START EXERCISE MATERIAL
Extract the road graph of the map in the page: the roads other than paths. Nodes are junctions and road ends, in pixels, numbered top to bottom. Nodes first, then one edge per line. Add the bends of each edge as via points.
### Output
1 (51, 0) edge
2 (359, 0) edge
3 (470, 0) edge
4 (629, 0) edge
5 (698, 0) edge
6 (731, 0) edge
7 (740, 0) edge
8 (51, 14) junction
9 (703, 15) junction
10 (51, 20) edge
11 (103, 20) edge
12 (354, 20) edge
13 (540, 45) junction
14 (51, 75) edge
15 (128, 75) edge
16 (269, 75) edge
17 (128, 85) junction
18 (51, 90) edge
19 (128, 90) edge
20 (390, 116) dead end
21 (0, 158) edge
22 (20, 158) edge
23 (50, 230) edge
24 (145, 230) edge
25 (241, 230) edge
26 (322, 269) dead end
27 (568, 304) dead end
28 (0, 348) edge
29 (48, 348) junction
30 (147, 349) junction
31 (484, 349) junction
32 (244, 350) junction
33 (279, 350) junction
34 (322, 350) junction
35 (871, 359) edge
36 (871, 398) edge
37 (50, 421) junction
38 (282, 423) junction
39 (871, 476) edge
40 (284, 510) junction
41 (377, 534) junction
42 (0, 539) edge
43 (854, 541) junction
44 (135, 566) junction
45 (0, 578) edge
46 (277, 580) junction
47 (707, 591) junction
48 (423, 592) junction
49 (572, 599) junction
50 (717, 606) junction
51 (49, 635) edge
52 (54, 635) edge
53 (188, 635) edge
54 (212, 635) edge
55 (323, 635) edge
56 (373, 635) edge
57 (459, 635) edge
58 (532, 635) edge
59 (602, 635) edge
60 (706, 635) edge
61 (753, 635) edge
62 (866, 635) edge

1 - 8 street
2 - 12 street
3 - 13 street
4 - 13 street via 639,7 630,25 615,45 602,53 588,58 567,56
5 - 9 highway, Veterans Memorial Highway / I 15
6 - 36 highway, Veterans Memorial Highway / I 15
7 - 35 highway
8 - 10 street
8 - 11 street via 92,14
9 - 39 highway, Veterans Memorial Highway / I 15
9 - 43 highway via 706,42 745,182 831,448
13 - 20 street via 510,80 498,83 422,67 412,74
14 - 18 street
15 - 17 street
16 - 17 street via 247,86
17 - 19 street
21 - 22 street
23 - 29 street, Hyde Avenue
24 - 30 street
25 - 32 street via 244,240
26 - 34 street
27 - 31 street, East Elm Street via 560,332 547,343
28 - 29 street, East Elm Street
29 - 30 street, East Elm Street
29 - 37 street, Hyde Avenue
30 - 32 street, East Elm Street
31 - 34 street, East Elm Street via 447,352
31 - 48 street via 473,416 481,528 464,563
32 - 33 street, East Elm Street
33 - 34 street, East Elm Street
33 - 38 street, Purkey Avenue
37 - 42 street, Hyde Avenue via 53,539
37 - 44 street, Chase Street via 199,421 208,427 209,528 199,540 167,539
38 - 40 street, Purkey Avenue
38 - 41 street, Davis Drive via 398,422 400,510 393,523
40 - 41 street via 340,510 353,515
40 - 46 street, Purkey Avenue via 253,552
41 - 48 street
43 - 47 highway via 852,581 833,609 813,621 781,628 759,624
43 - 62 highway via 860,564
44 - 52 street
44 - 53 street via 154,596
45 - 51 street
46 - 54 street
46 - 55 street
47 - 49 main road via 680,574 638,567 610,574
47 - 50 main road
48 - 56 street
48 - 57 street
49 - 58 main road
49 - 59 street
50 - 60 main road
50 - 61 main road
END EXERCISE MATERIAL
§ ASSIGNMENT:
From the records above, please extract every line and repeat it exactly.

§ ANSWER:
Extract the road graph of the map in the page: the roads other than paths. Nodes are junctions and road ends, in pixels, numbered top to bottom. Nodes first, then one edge per line. Add the bends of each edge as via points.
### Output
1 (51, 0) edge
2 (359, 0) edge
3 (470, 0) edge
4 (629, 0) edge
5 (698, 0) edge
6 (731, 0) edge
7 (740, 0) edge
8 (51, 14) junction
9 (703, 15) junction
10 (51, 20) edge
11 (103, 20) edge
12 (354, 20) edge
13 (540, 45) junction
14 (51, 75) edge
15 (128, 75) edge
16 (269, 75) edge
17 (128, 85) junction
18 (51, 90) edge
19 (128, 90) edge
20 (390, 116) dead end
21 (0, 158) edge
22 (20, 158) edge
23 (50, 230) edge
24 (145, 230) edge
25 (241, 230) edge
26 (322, 269) dead end
27 (568, 304) dead end
28 (0, 348) edge
29 (48, 348) junction
30 (147, 349) junction
31 (484, 349) junction
32 (244, 350) junction
33 (279, 350) junction
34 (322, 350) junction
35 (871, 359) edge
36 (871, 398) edge
37 (50, 421) junction
38 (282, 423) junction
39 (871, 476) edge
40 (284, 510) junction
41 (377, 534) junction
42 (0, 539) edge
43 (854, 541) junction
44 (135, 566) junction
45 (0, 578) edge
46 (277, 580) junction
47 (707, 591) junction
48 (423, 592) junction
49 (572, 599) junction
50 (717, 606) junction
51 (49, 635) edge
52 (54, 635) edge
53 (188, 635) edge
54 (212, 635) edge
55 (323, 635) edge
56 (373, 635) edge
57 (459, 635) edge
58 (532, 635) edge
59 (602, 635) edge
60 (706, 635) edge
61 (753, 635) edge
62 (866, 635) edge

1 - 8 street
2 - 12 street
3 - 13 street
4 - 13 street via 639,7 630,25 615,45 602,53 588,58 567,56
5 - 9 highway, Veterans Memorial Highway / I 15
6 - 36 highway, Veterans Memorial Highway / I 15
7 - 35 highway
8 - 10 street
8 - 11 street via 92,14
9 - 39 highway, Veterans Memorial Highway / I 15
9 - 43 highway via 706,42 745,182 831,448
13 - 20 street via 510,80 498,83 422,67 412,74
14 - 18 street
15 - 17 street
16 - 17 street via 247,86
17 - 19 street
21 - 22 street
23 - 29 street, Hyde Avenue
24 - 30 street
25 - 32 street via 244,240
26 - 34 street
27 - 31 street, East Elm Street via 560,332 547,343
28 - 29 street, East Elm Street
29 - 30 street, East Elm Street
29 - 37 street, Hyde Avenue
30 - 32 street, East Elm Street
31 - 34 street, East Elm Street via 447,352
31 - 48 street via 473,416 481,528 464,563
32 - 33 street, East Elm Street
33 - 34 street, East Elm Street
33 - 38 street, Purkey Avenue
37 - 42 street, Hyde Avenue via 53,539
37 - 44 street, Chase Street via 199,421 208,427 209,528 199,540 167,539
38 - 40 street, Purkey Avenue
38 - 41 street, Davis Drive via 398,422 400,510 393,523
40 - 41 street via 340,510 353,515
40 - 46 street, Purkey Avenue via 253,552
41 - 48 street
43 - 47 highway via 852,581 833,609 813,621 781,628 759,624
43 - 62 highway via 860,564
44 - 52 street
44 - 53 street via 154,596
45 - 51 street
46 - 54 street
46 - 55 street
47 - 49 main road via 680,574 638,567 610,574
47 - 50 main road
48 - 56 street
48 - 57 street
49 - 58 main road
49 - 59 street
50 - 60 main road
50 - 61 main road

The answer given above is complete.